We look so peaceful, right? Ask any of those other people at the doctor’s office that day and they’ll ask you what family this is. This is my monthly doctor’s visit and Matt had fun taking pictures of all of us through the mirror. How he caught one second of calm I have no idea. This was the visit that he ended up leaving early with all the kids because I was so completely embarrassed by the antics of my 2 year old.
And the visit that TheMiddlest got caught making faces at himself.
And the visit that confirmed my glucose levels and all other tests were completely normal. The visit that they told me I had only gained 4 pounds. And that I am cruising through all things normally.
At 25 weeks I’m finally feeling good in my second trimester. Well, as good as I’ve felt this entire pregnancy. I’m still really struggling with the acid reflux. Really struggling. After hitting the max dose of Zantac, I switched to Pepcid AC this week and it’s not touching it like the Zantac did. So, I’ll be switching back very soon. I am fully bonding with this little kicker now. Which is a huge relief for me. I’ve always bonded immediately with the others and loved nearly every day of the other pregnancies, well, nearly every day. But this has not been the case this time around. Though, getting lots of little baby clothes and paraphernalia (Hi Brooke!) has definitely helped. The last 4 weeks has been a complete turn-around for me.

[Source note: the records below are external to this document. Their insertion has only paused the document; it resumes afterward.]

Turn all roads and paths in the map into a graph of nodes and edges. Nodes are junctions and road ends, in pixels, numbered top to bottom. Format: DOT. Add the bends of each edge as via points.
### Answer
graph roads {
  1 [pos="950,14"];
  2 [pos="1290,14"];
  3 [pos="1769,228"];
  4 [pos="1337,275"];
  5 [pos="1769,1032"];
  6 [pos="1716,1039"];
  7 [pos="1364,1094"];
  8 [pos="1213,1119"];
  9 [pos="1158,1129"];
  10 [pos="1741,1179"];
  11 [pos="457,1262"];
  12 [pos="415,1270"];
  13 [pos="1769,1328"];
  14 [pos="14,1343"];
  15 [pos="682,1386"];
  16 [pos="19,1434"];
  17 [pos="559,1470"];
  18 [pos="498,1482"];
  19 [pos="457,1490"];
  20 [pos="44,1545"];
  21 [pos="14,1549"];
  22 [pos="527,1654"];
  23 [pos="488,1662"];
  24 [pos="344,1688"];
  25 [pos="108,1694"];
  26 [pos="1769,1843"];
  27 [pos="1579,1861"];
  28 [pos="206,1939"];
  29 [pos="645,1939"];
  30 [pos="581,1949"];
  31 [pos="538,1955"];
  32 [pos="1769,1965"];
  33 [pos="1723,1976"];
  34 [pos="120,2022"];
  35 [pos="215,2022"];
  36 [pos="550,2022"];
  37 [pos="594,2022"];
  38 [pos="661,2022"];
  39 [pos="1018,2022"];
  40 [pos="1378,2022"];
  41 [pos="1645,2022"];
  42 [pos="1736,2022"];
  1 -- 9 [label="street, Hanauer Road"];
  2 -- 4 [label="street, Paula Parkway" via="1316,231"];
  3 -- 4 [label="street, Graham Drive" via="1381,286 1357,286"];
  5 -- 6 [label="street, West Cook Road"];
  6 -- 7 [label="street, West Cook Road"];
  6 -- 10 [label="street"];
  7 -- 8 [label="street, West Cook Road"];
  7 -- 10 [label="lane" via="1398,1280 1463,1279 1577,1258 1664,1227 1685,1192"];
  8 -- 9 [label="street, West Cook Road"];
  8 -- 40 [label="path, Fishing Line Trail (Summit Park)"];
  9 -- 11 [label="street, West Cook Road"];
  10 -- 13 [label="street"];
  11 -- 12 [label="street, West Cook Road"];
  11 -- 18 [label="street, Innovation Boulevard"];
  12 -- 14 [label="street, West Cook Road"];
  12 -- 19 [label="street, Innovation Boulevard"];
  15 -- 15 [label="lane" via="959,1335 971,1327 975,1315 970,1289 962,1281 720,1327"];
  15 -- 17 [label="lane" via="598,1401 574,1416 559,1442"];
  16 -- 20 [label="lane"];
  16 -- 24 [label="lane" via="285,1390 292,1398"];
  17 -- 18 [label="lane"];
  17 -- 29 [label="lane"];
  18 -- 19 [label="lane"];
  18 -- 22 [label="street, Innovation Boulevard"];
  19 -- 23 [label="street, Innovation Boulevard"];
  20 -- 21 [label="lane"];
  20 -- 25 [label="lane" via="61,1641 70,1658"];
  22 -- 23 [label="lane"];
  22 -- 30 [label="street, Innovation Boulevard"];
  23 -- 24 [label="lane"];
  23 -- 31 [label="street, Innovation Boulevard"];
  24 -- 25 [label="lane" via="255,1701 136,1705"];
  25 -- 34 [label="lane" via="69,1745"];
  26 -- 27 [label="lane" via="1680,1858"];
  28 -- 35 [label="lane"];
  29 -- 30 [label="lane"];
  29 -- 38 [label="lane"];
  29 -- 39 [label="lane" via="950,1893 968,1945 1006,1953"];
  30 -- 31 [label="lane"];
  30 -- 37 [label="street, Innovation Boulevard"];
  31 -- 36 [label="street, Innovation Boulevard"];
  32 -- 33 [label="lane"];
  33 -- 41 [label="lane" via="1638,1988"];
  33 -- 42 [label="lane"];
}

Speaking of baby stuff – I will begin the toy room cleanout in preparation for a “nursery” kind of thing before too long. I say that, because we haven’t actually had a nursery since the first-born (because that’s what you’re supposed to do, right?!). But I will have a queen-sized mattress in a nearly empty room with some changes of baby clothes, a dim lamp, and a diaper changing bucket. All, so that my poor working hubby can get some sleep during those early months. You know, that time when (obviously) the baby won’t be sleeping, but also in anticipation of the 2 year old that can’t seem to get into his head that we are 2 separate people, and all those other small children that have “bad dreams” and “Mama, I didn’t make it to the bathroom” and general “what’s up with that new baby that Mama’s playing with in the middle of the night”. It has turned into an all-out circus in the those wee hours after the newest one joins us, and I expect no different this time. Would be great if it were. I just don’t plan on it. So with the revolving door that is our bed I will be leaving Matt most nights to his lonesome real sleep (since his lonesome self has a real job!) and I will be sleeping on the kid end of the house. It’s a season, people. Remind me of that when I’m crying my way through no sleep in about 3 months, okay?
So, baby’s growing well, I’m getting huge (I’ll try to get a belly pic on here before long), we’re loving calling him by his real name. Matt and the kiddos have all felt him kicking now. And I’m already out of breath while doing… everything.
I’ll leave you with some of the fine words about my growing girth that the rest of the clan has uttered lately.
BigMan (regularly) “Mama, you belly’s get-tin’ bigger.”
When Matt was trying to convince all the kids to get into one buggy (just for laughs and an attempt to get everyone out the WalMart door) he asked me if I wanted to ride too. TheMiddlest was quick to say, “She would break it down if she got in.”
While showering with the 2 youngest ThePrincess said, “Mama, you hit me in the head with your belly again.”
When I attempted to sit down on the top of the pool ladder and discovered I could no longer do that TheOldest said, “Your booty’s too big. It’s bigger than every other part of you.”
When we saw the Discovery Health show “Pregnant and Obese” on the TV guide the other night, Matt asked me if I wanted to watch it.
Hardy Har Har. To all of you suckers!